LOGIN“Mas?” Tanya Akash sambil menaikkan sebelah alisnya.
Panggilan itu terdengar asing di telinganya. Biasanya Asha memanggilnya dengan sebutan ‘Tuan’, lalu kenapa sekarang Mas?
“Maaf, aku gak mungkin panggil suami aku dengan sebutan Tuan kan?” ucap Asha. “Aku rasa panggilan yang paling pas saat ini adalah Mas, Mas gak mungkin bersedia kalau aku panggil Sayang atau Hubby kan?” Akash mengerjap.
Kenapa tiba-tiba Asha bersikap ramah dan sesantai itu? Dia bahkan merubah panggilan dari Saya ke Aku. Bukankah harusnya dia sedang tertekan dengan hubungan yang baru mereka jalani?
“Gimana? Mau dipanggil Mas, Sayang atau Hubby?” tanya Asha dengan senyum tipis di bibirnya.
“Mas saja,” jawab Akash.
“Jadi Mas Akash mau bawa bekal ke kantor?” tanya Asha lagi.
“Gak,” jawab Akash singkat sambil mengambil sepasang sepatu dan duduk di kursi sebelum memasang sepatunya.
Tanpa disangka Asha ikut berjongkok di depan Akash dan bersiap memasangkan sepatu ke kaki Akash.
“Mau apa?” tanya Akash dingin.
“Mau bantu pakai sepatu,” jawab Asha santai.
“Gak, gak! Saya bisa sendiri.” Mendapat penolakan itu, Asha berdiri dan memperhatikan suaminya mengambil sepatu sebelah kiri.
“Sunnahnya pakai di kaki sebelah kanan dulu, Mas,” ucap Asha membuat Akash meletakkan sepatu kiri dan mengambil sepatu kanan.
Asha mengulum senyum.
Selesai memakai sepatu Akash berdiri dan berniat keluar dari rumah. Tapi Asha menyodorkan tangan kanan dan membuat Akash mengerutkan keningnya.
“Apa?” tanyanya.
“Mau salim, Mas mau berangkat kerja kan?” Akash masih bergeming.
“Kamu lupa isi kesepakatan kita?” tanya Akash dengan tatapan tajam.
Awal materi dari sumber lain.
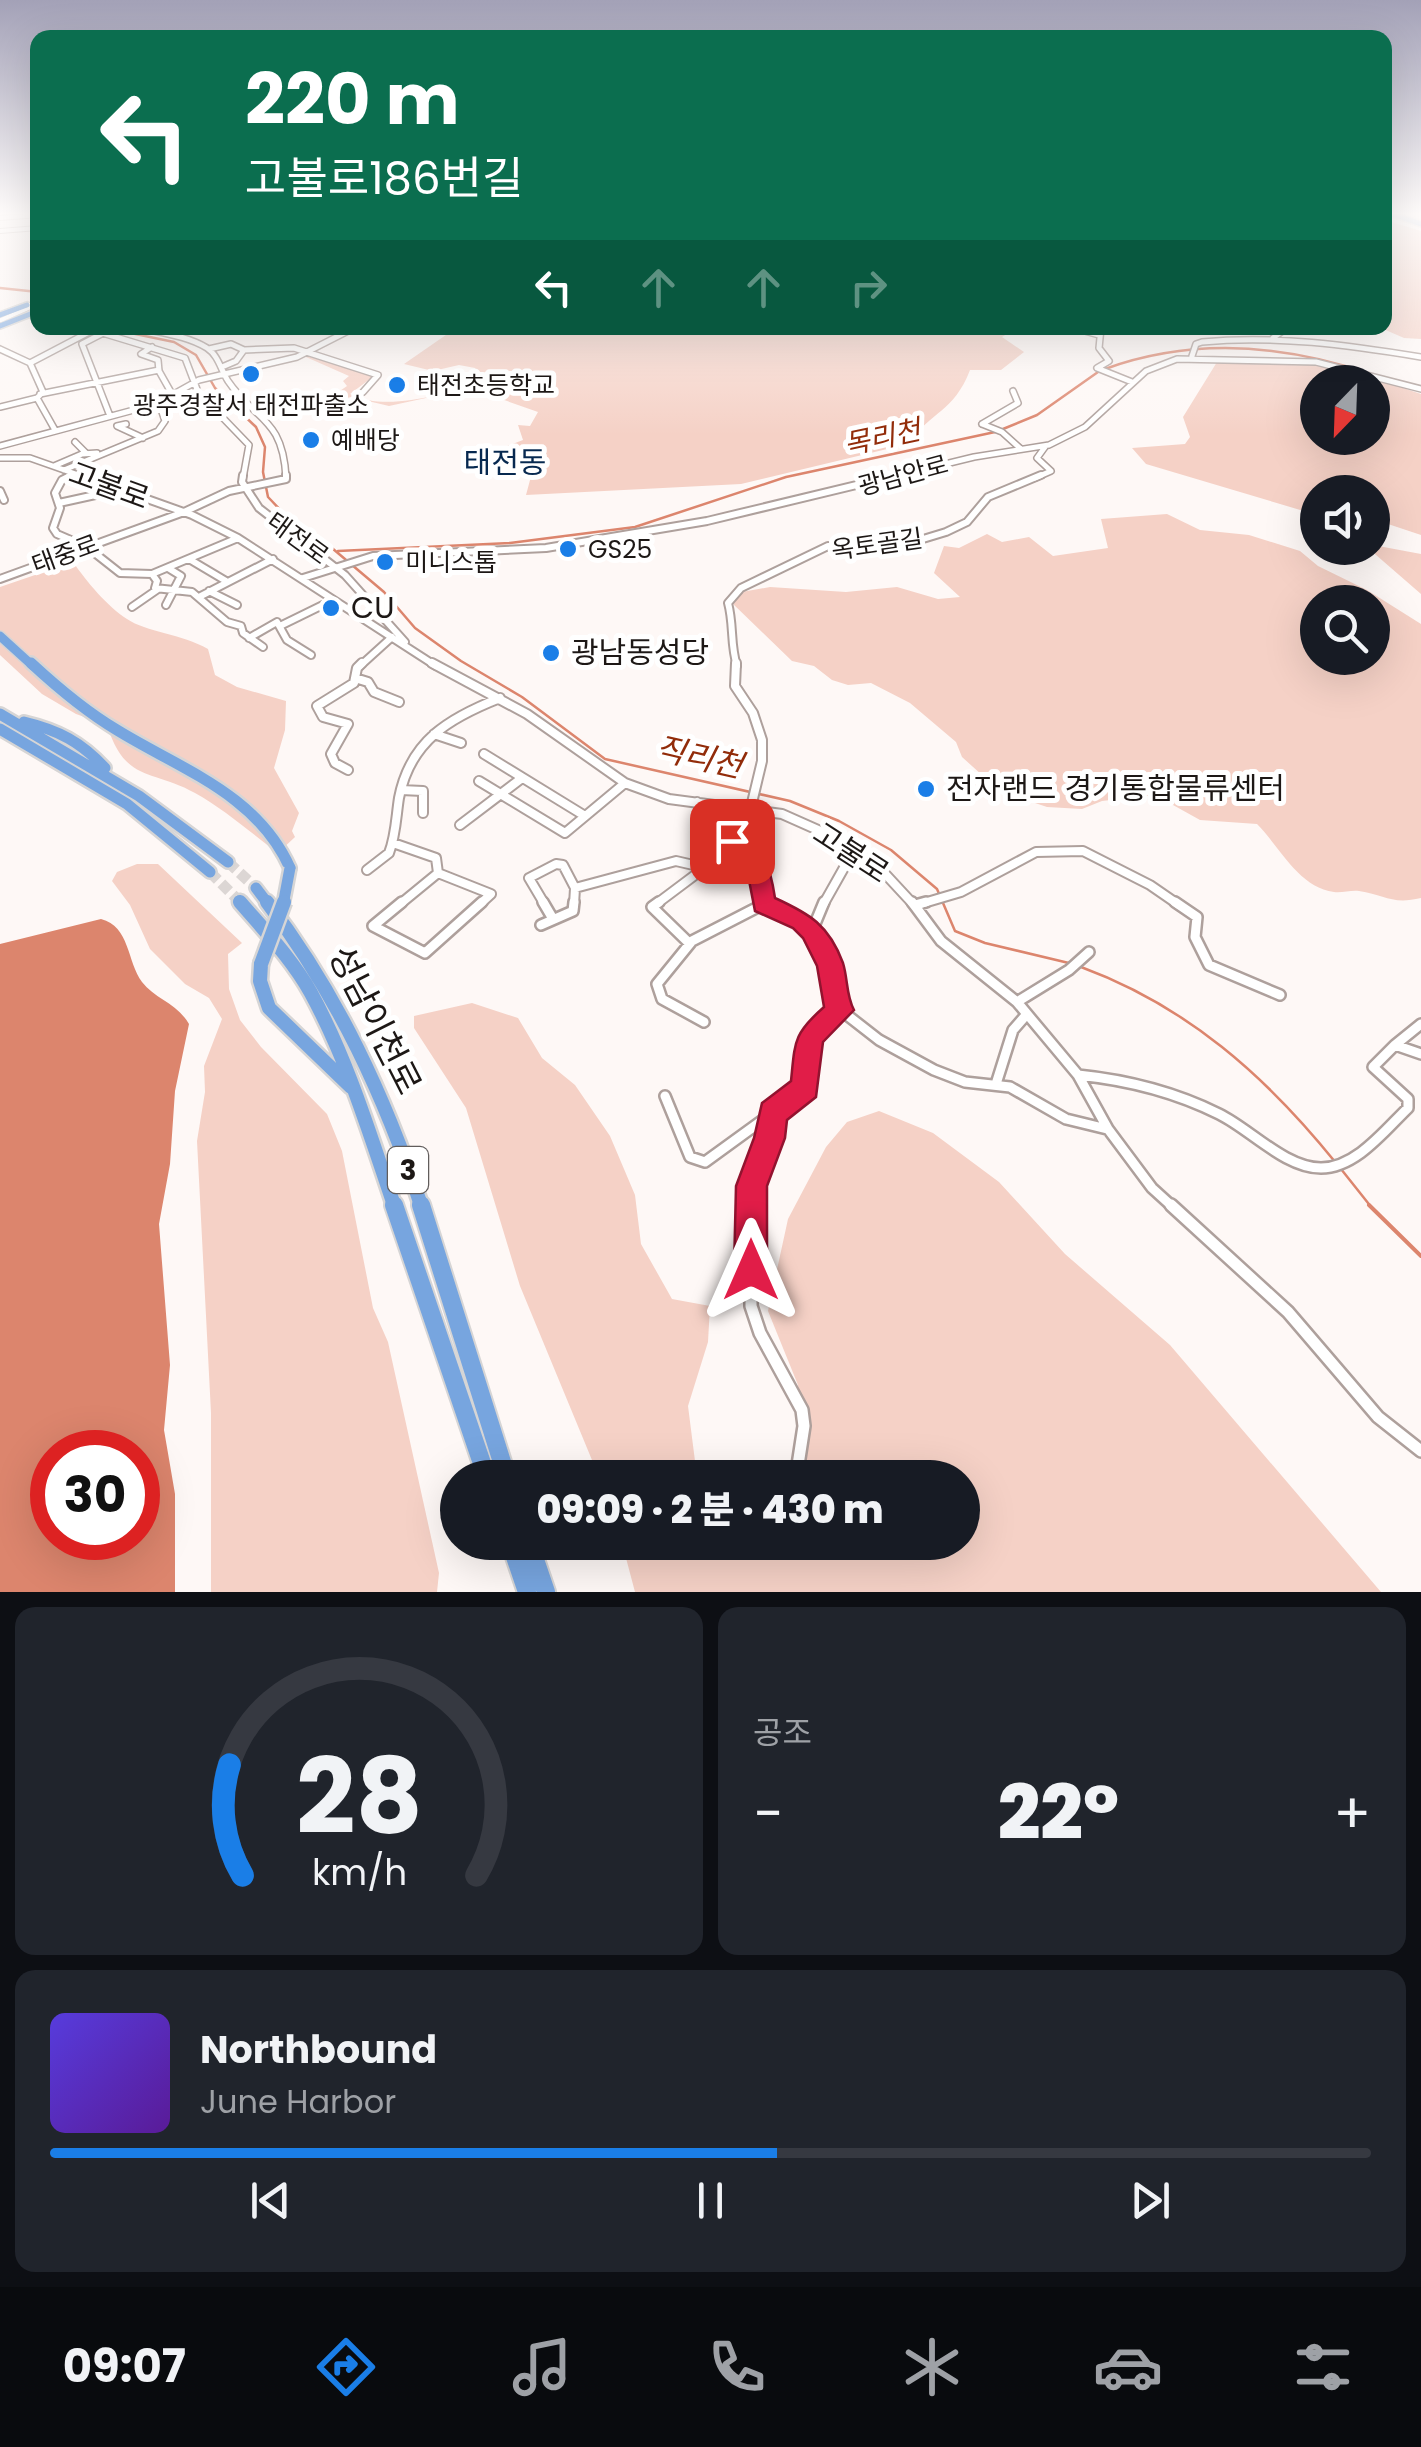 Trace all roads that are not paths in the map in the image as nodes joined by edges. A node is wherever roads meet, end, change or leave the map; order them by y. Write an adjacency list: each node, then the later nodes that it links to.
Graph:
1 (30, 309): 3 (highway)
2 (30, 309): 3 (highway)
3 (0, 322)
4 (78, 335): 19 (street)
5 (98, 335): 24 (street)
6 (108, 335): 12 (street, 태전로)
7 (163, 335): 14 (street)
8 (340, 335): 17 (street)
9 (1100, 335): 23 (street)
10 (1277, 335): 11 (street)
11 (1273, 338): 16 (street); 18 (street)
12 (152, 347): 20 (street); 22 (street, 태전로)
13 (0, 348): 19 (street)
14 (210, 349): 15 (street); 21 (street)
15 (244, 350): 17 (street); 21 (street)
16 (1193, 351): 23 (street, 광남안로); 25 (street, 광남안로)
17 (308, 352): 21 (street); 27 (street)
18 (1421, 357)
19 (30, 363): 29 (street)
20 (160, 370): 24 (street); 28 (street)
21 (222, 372): 22 (street); 47 (street, 태중로)
22 (198, 381): 28 (street); 45 (street, 태전로)
23 (1132, 382): 38 (street, 광남안로)
24 (96, 384): 29 (street); 32 (street)
25 (1421, 389)
26 (1013, 391): 40 (street)
27 (362, 392)
28 (172, 394): 30 (street)
29 (39, 396): 31 (street); 34 (street)
30 (159, 403): 32 (street); 35 (street)
31 (0, 407)
32 (110, 416): 34 (street)
33 (126, 424): 35 (street)
34 (55, 430): 36 (street)
35 (143, 438): 41 (street)
36 (13, 442): 39 (street); 43 (street)
37 (76, 442): 42 (street)
38 (1049, 444): 40 (street, 광남안로); 95 (street, 옥토골길)
39 (0, 446)
40 (1021, 449): 59 (street, 광남안로)
41 (108, 452): 42 (street); 44 (street)
42 (86, 453): 44 (street)
43 (4, 457): 44 (street, 고불로)
44 (59, 468): 46 (street, 고불로)
45 (244, 470): 47 (street, 태전로); 50 (street)
46 (74, 474): 48 (street, 고불로); 53 (street)
47 (242, 486): 50 (street, 태중로); 51 (street, 태전로)
48 (119, 489): 53 (street); 54 (street, 고불로)
49 (0, 491): 52 (street)
50 (220, 496): 51 (street); 54 (street, 태중로)
51 (249, 496): 59 (street, 태전로)
52 (4, 500)
53 (59, 503): 56 (street)
54 (184, 512): 55 (street, 고불로); 56 (street, 태중로)
55 (238, 538): 57 (street); 58 (street, 고불로)
56 (86, 547): 61 (street); 63 (street, 태중로)
57 (188, 559): 60 (street); 64 (street)
58 (273, 559): 62 (street, 고불로); 64 (street)
59 (339, 566): 62 (street, 광남안로); 77 (street, 태전로)
60 (168, 568): 61 (street); 66 (street)
61 (152, 574): 65 (street)
62 (302, 578): 69 (street, 고불로)
63 (0, 579)
64 (226, 582): 67 (street)
65 (158, 589): 66 (street); 72 (street)
66 (175, 590): 68 (street); 70 (street)
67 (208, 591): 68 (street); 71 (street)
68 (198, 596): 76 (street)
69 (333, 600): 73 (street); 75 (street, 고불로)
70 (166, 605)
71 (237, 605)
72 (132, 607)
73 (282, 625): 76 (street); 79 (street)
74 (0, 636): 127 (highway, bridge)
75 (392, 636): 77 (street, 고불로); 80 (street)
76 (250, 638): 78 (street)
77 (408, 646): 81 (street, 고불로)
78 (263, 647)
79 (311, 655)
80 (356, 678): 82 (street); 88 (street)
81 (500, 698): 85 (street); 91 (street, 고불로)
82 (399, 702)
83 (0, 712): 102 (highway)
84 (0, 729): 105 (highway)
85 (434, 734): 86 (street); 92 (street)
86 (462, 743)
87 (484, 754): 89 (street)
88 (348, 770)
89 (522, 778): 93 (street); 97 (street)
90 (478, 780): 93 (street)
91 (625, 783): 94 (street, 고불로); 97 (street)
92 (401, 790): 96 (street); 100 (street)
93 (501, 794): 97 (street); 98 (street)
94 (698, 802): 95 (street, 고불로); 99 (street)
95 (752, 803): 101 (street, 고불로)
96 (423, 814)
97 (585, 816)
98 (460, 825)
99 (732, 841): 103 (street); 110 (street)
100 (394, 843): 104 (street); 106 (street)
101 (854, 850): 111 (street, 고불로); 114 (street)
102 (228, 862)
103 (702, 868): 108 (street); 115 (street)
104 (366, 870)
105 (210, 872)
106 (438, 874): 106 (street)
107 (256, 888): 133 (highway, 성남이천로 / 3)
108 (575, 888): 112 (street); 112 (street)
109 (239, 901): 127 (highway, 성남이천로 / 3)
110 (764, 904): 114 (street); 115 (street)
111 (915, 905): 117 (street); 118 (street, 고불로)
112 (553, 920): 113 (street)
113 (541, 925)
114 (812, 931): 119 (street)
115 (688, 942): 121 (street)
116 (1089, 952): 118 (street)
117 (1280, 995)
118 (1017, 1002): 120 (street, 고불로)
119 (840, 1010): 126 (street); 129 (street)
120 (1027, 1014): 125 (street, 고불로); 126 (street)
121 (704, 1022)
122 (1421, 1024): 123 (street)
123 (1395, 1045): 124 (street); 125 (street)
124 (1421, 1054)
125 (1078, 1075): 130 (street, 고불로)
126 (996, 1084): 130 (street)
127 (355, 1092): 132 (highway, 성남이천로 / 3)
128 (665, 1096): 129 (street)
129 (772, 1113): 134 (street)
130 (1108, 1129): 131 (street, 고불로)
131 (1421, 1451)
132 (481, 1460)
133 (501, 1460)
134 (799, 1460)
135 (516, 1560): 137 (highway)
136 (535, 1560): 138 (highway)
137 (527, 1592)
138 (546, 1592)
“Ingat, tapi bukannya di depan orang kita harus terlihat seperti suami istri?” Akash diam.
“Ibu lagi di depan, kalau aku gak salim nanti Ibu pasti nanya kenapa gak salim pas Suami berangkat kerja, terus aku harus jawab apa?” Akash menghela napas berat dan dengan terpaksa mengulur tangan kanannya yang langsung disambut Asha.
Cup!
Asha mengecup punggung tangan Akash dan seketika dia membeku saat melakukan itu.
Bukan sentuhan pertama tapi kali ini rasanya berbeda. Akash menarik tangannya.
“Kelamaan,” ketusnya membuat Asha tersadar.
Akash melangkah keluar rumah, masuk ke mobil dan melajukannya ke jalan raya Jakarta yang tidak pernah sepi.
***
Akash sampai ke kantor setelah satu jam lebih berkendara. Sesuai instruksi Cakra, dia langsung ke lantai tujuh untuk menghadap Cakra. Bima telah sampai lebih dulu dan memintanya menunggu di dalam ruangan.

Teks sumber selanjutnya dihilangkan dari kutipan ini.